● **INSTRUCTIONS FOR THE TASK**
In the records that come next, find every line with "bottom". Return those lines.

● **EXCERPTED RECORDS**
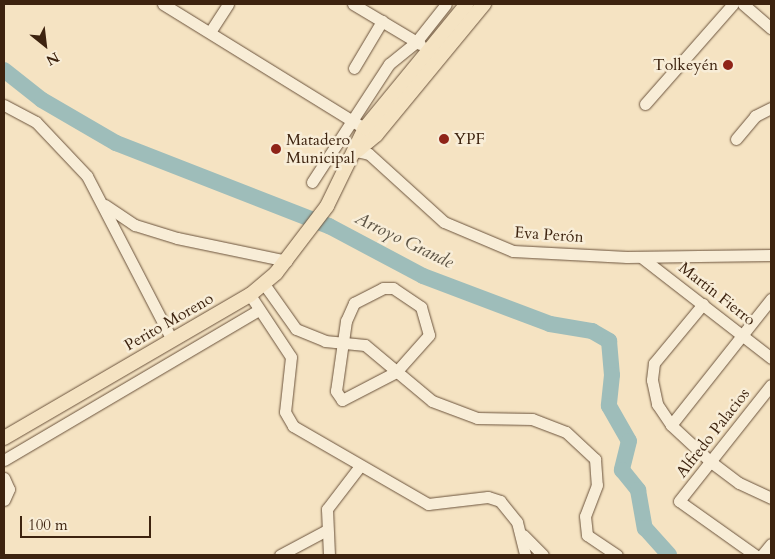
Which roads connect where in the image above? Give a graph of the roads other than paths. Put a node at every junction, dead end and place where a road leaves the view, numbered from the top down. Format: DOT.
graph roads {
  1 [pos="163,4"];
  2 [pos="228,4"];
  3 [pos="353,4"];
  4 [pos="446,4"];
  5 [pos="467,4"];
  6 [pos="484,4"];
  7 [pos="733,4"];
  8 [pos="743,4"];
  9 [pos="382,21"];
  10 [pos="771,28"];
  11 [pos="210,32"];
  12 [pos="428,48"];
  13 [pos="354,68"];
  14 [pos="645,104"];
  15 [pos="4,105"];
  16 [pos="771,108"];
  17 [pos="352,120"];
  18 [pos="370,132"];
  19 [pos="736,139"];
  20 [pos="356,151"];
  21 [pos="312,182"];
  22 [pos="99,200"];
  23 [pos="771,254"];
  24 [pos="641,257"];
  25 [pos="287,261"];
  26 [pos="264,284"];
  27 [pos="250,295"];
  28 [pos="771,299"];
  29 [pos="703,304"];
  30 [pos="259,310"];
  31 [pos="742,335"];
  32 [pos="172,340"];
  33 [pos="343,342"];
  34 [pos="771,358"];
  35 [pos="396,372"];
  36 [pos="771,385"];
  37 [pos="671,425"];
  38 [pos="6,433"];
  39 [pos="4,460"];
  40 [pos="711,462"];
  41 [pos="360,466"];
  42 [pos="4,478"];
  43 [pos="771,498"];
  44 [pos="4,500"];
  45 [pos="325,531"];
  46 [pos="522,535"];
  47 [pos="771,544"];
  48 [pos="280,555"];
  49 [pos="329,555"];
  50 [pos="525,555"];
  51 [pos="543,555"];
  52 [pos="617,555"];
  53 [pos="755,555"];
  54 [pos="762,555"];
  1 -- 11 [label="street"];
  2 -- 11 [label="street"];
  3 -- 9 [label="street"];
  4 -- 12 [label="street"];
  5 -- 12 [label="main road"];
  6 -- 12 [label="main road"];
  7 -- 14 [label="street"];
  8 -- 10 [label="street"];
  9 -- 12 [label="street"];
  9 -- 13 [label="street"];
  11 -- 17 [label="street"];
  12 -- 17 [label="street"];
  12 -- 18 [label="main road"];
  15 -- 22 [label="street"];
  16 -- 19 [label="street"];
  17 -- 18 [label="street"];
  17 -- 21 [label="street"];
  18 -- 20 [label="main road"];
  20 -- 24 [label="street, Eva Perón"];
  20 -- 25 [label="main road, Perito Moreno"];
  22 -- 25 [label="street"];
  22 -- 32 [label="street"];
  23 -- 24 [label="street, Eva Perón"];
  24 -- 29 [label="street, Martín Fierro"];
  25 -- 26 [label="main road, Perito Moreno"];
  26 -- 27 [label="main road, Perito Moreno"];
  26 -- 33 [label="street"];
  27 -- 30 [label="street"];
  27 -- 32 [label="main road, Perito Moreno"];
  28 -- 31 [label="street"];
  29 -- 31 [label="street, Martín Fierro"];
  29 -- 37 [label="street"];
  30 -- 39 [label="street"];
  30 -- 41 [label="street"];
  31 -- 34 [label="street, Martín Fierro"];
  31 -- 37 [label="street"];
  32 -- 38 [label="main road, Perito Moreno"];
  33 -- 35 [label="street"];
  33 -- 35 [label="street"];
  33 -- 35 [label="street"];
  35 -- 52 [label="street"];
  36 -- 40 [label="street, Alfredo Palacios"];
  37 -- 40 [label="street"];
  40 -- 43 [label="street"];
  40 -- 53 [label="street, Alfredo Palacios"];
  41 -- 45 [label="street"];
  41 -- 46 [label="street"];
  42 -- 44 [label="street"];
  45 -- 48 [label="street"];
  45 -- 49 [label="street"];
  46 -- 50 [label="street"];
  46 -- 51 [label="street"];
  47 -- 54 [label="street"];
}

---

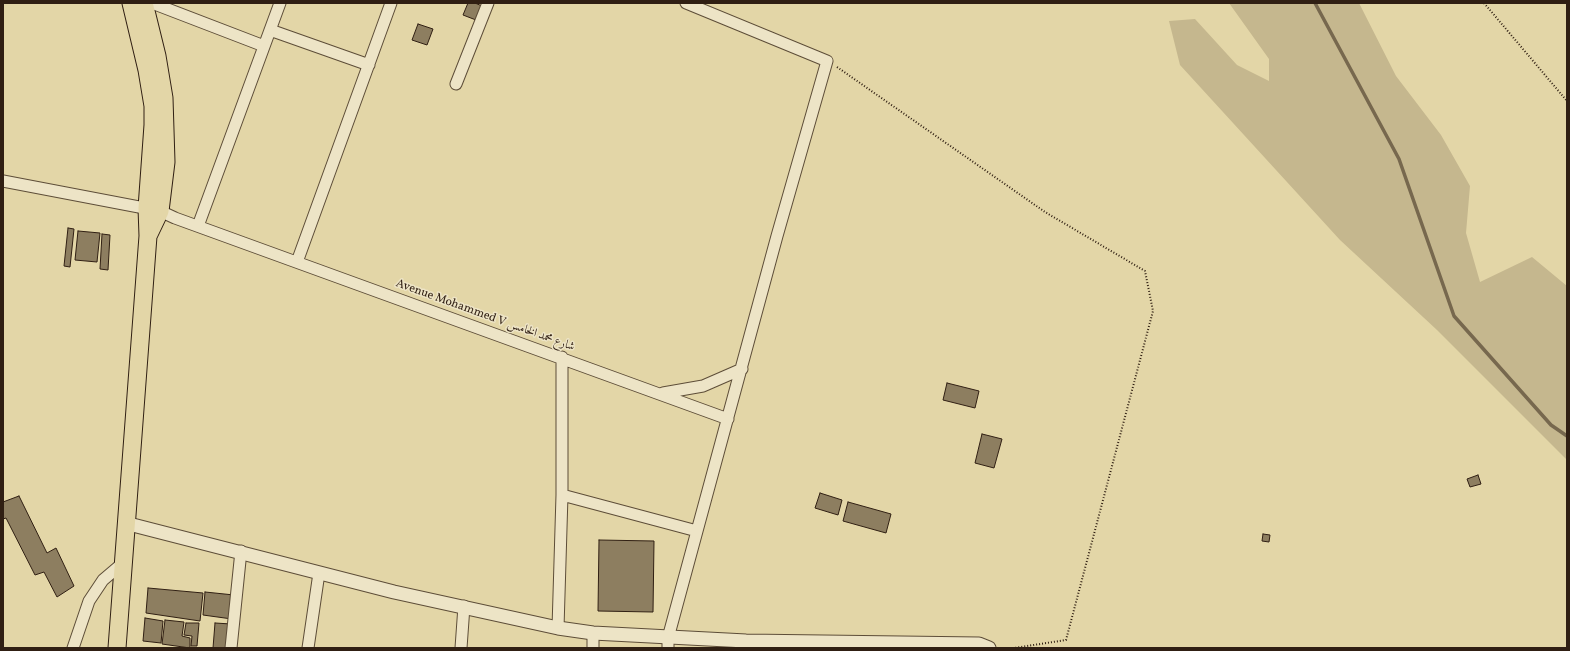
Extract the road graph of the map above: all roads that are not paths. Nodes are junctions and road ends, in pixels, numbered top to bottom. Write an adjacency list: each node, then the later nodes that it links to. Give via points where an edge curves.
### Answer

---

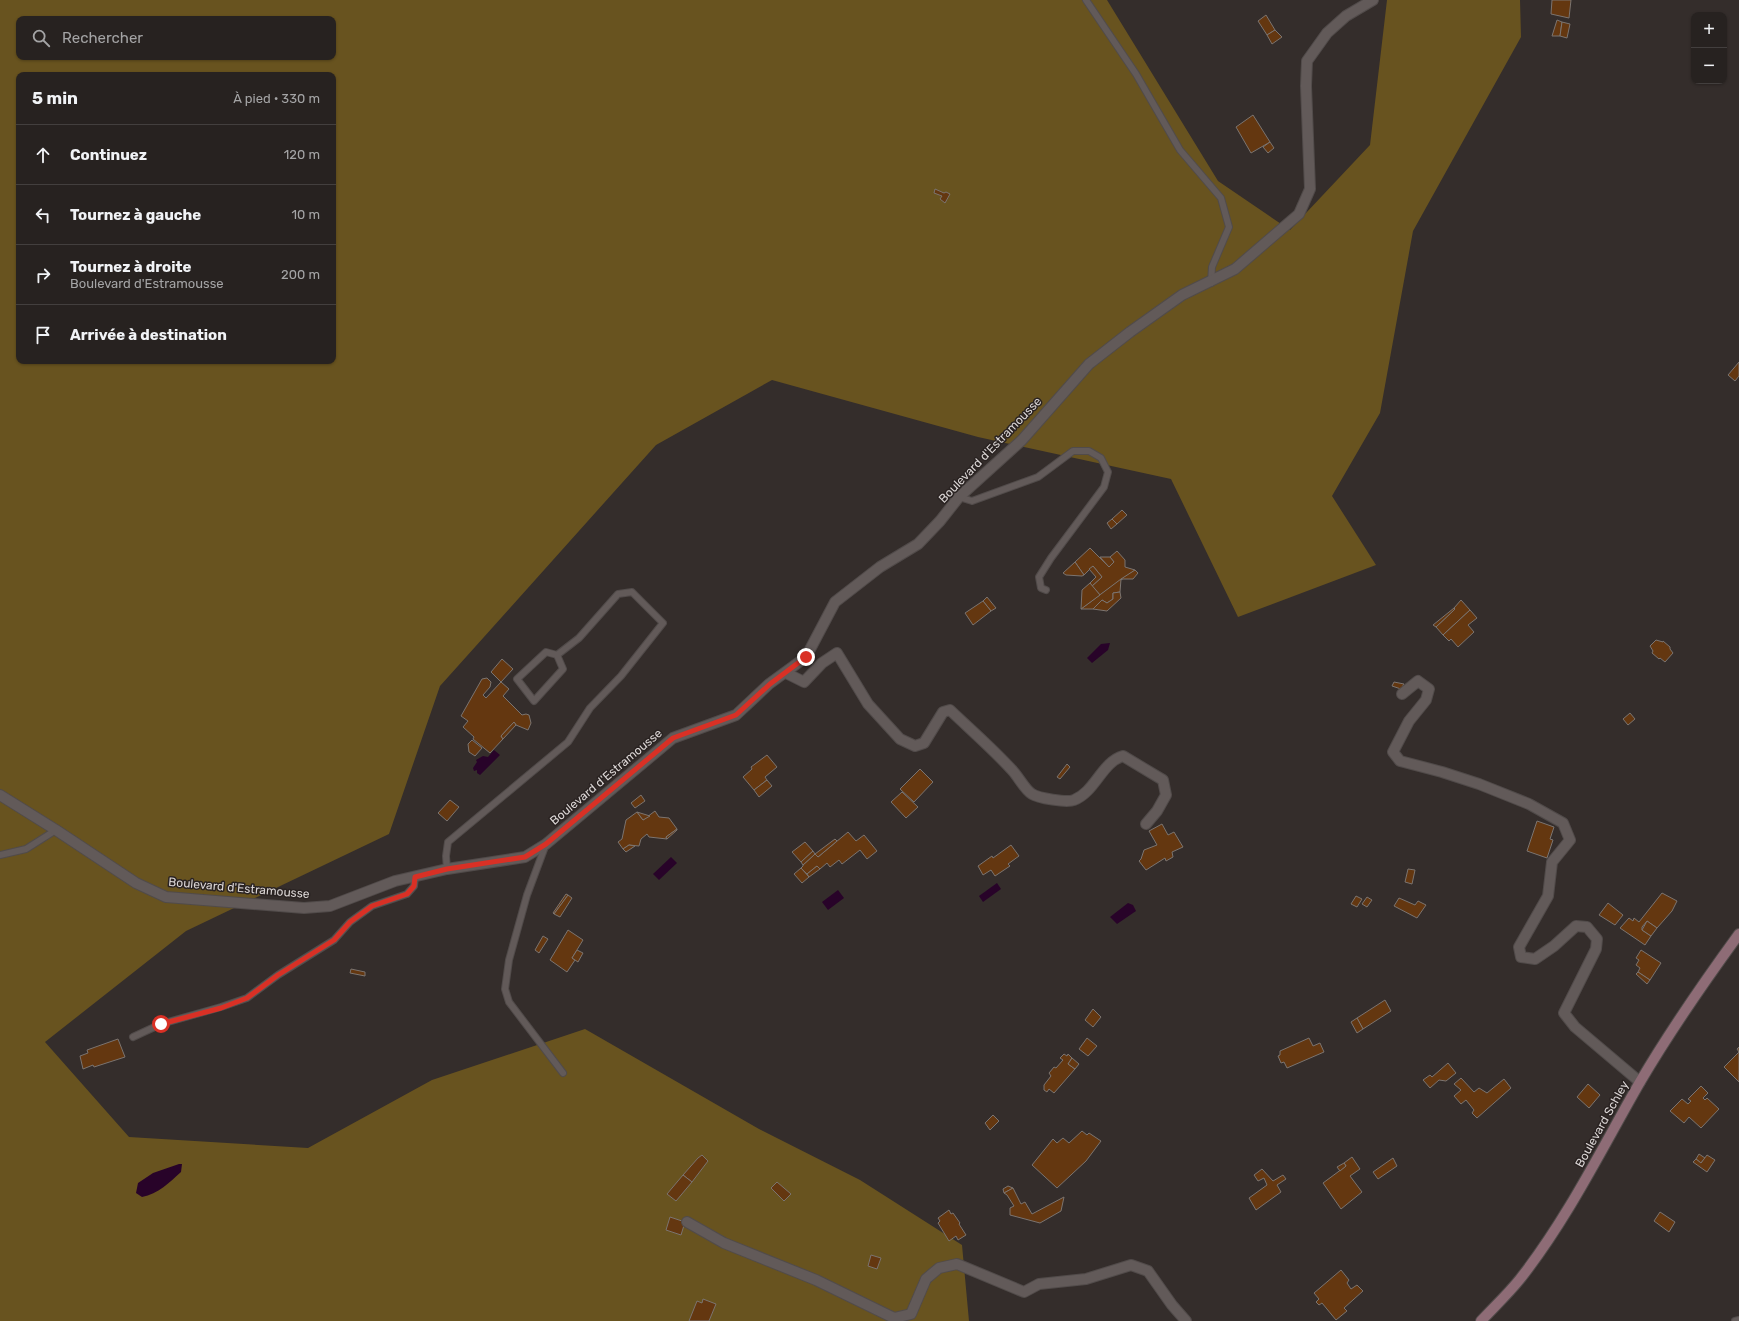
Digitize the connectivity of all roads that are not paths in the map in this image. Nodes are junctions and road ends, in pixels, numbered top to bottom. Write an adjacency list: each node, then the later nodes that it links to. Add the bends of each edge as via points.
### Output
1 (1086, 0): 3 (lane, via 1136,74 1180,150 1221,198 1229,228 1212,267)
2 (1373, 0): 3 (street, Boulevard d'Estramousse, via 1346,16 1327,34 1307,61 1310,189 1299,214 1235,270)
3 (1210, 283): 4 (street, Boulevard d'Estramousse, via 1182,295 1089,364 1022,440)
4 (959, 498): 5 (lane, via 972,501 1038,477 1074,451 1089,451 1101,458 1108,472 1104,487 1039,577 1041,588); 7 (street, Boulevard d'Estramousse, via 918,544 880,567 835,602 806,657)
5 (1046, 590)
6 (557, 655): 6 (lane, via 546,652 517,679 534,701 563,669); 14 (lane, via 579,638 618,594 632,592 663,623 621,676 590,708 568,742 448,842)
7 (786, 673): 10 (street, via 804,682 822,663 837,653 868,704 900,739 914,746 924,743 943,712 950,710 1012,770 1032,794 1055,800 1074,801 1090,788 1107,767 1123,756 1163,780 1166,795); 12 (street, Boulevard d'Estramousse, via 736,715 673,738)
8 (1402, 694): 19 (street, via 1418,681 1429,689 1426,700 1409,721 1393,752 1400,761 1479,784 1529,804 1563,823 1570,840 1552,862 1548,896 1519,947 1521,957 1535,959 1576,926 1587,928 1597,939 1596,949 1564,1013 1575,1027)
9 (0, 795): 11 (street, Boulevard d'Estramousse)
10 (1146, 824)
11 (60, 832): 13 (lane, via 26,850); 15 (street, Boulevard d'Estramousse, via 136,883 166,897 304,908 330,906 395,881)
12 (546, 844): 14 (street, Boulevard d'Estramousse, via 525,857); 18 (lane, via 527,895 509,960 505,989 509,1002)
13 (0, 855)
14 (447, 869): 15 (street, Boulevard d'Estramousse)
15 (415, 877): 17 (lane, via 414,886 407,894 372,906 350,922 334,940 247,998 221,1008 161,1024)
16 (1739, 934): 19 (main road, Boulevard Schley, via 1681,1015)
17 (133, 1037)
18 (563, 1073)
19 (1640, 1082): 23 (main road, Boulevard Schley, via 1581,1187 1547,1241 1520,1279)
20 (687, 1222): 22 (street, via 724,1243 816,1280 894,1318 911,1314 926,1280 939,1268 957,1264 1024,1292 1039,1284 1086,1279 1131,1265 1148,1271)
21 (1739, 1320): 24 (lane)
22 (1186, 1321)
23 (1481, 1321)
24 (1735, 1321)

● **OUTPUT**
Extract the road graph of the map above: all roads that are not paths. Nodes are junctions and road ends, in pixels, numbered top to bottom. Write an adjacency list: each node, then the later nodes that it links to. Give via points where an edge curves.
Digitize the connectivity of all roads that are not paths in the map in this image. Nodes are junctions and road ends, in pixels, numbered top to bottom. Write an adjacency list: each node, then the later nodes that it links to. Add the bends of each edge as via points.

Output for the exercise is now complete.